Work required: When a line of the records below contains the string "highway", copy that whole line.

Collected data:
+---+

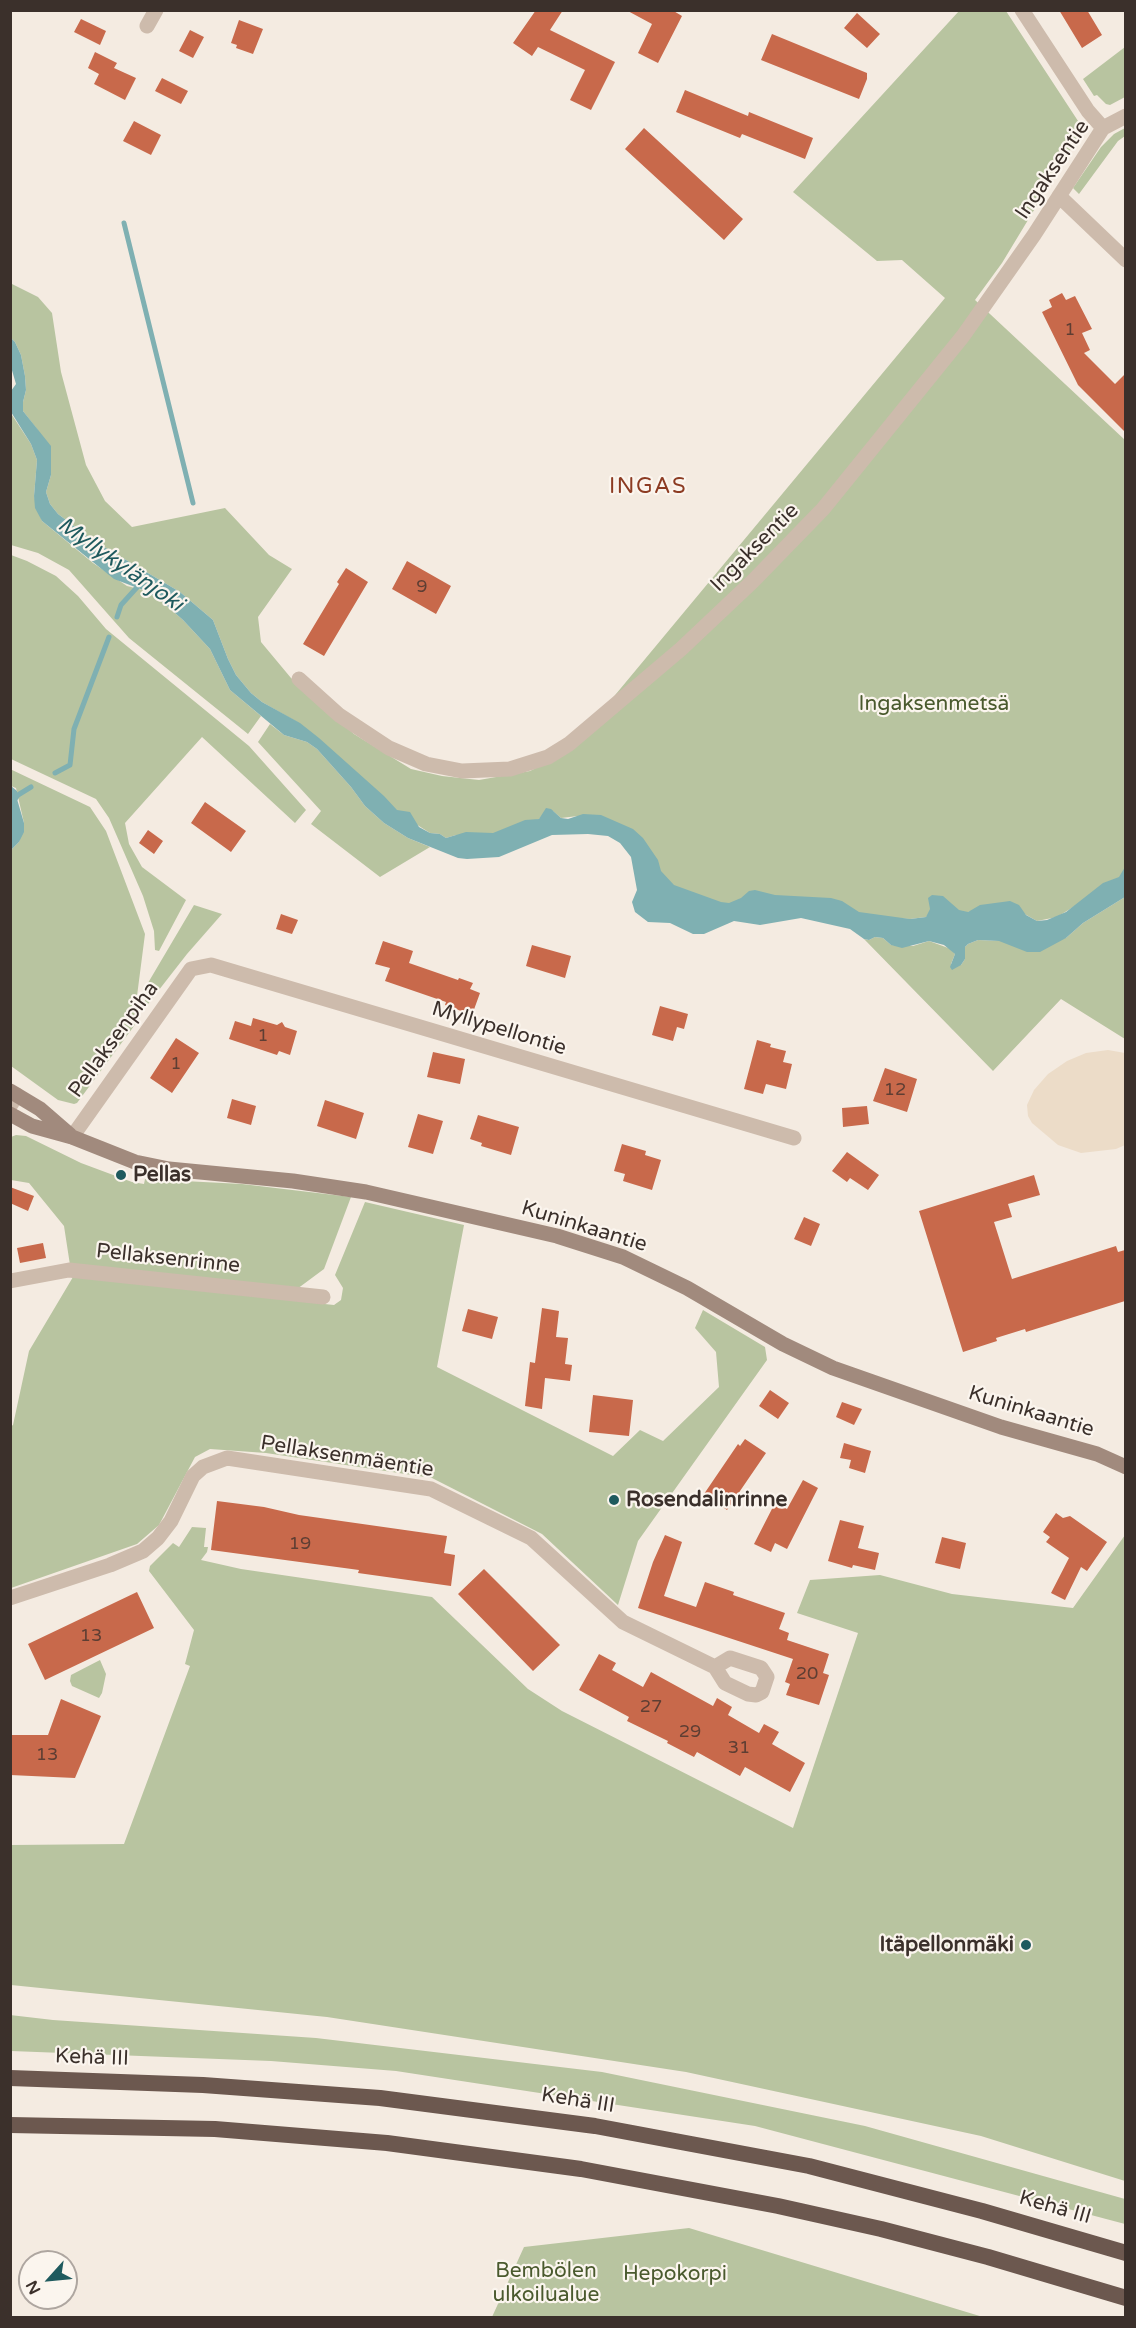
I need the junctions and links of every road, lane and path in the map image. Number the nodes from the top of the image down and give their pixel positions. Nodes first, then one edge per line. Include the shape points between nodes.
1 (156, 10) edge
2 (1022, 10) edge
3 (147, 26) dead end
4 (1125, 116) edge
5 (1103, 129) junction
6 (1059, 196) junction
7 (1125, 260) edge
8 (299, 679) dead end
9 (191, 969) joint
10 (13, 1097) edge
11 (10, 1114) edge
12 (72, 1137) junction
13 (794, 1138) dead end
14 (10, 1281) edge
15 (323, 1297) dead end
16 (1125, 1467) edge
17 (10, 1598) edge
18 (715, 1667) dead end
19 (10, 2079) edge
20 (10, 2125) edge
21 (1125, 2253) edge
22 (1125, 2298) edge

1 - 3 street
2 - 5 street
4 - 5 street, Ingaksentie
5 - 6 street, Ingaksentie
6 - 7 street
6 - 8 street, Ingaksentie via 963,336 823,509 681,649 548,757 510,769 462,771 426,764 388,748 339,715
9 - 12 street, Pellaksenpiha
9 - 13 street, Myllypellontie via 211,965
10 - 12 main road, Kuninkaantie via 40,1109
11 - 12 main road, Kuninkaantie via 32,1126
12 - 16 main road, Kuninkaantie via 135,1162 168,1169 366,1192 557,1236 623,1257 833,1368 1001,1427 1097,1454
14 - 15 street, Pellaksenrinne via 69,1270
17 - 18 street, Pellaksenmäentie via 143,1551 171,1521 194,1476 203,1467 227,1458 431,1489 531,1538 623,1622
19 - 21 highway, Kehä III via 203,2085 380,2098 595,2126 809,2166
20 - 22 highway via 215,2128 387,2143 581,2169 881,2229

+---+

Solution to this exercise:
19 - 21 highway, Kehä III via 203,2085 380,2098 595,2126 809,2166
20 - 22 highway via 215,2128 387,2143 581,2169 881,2229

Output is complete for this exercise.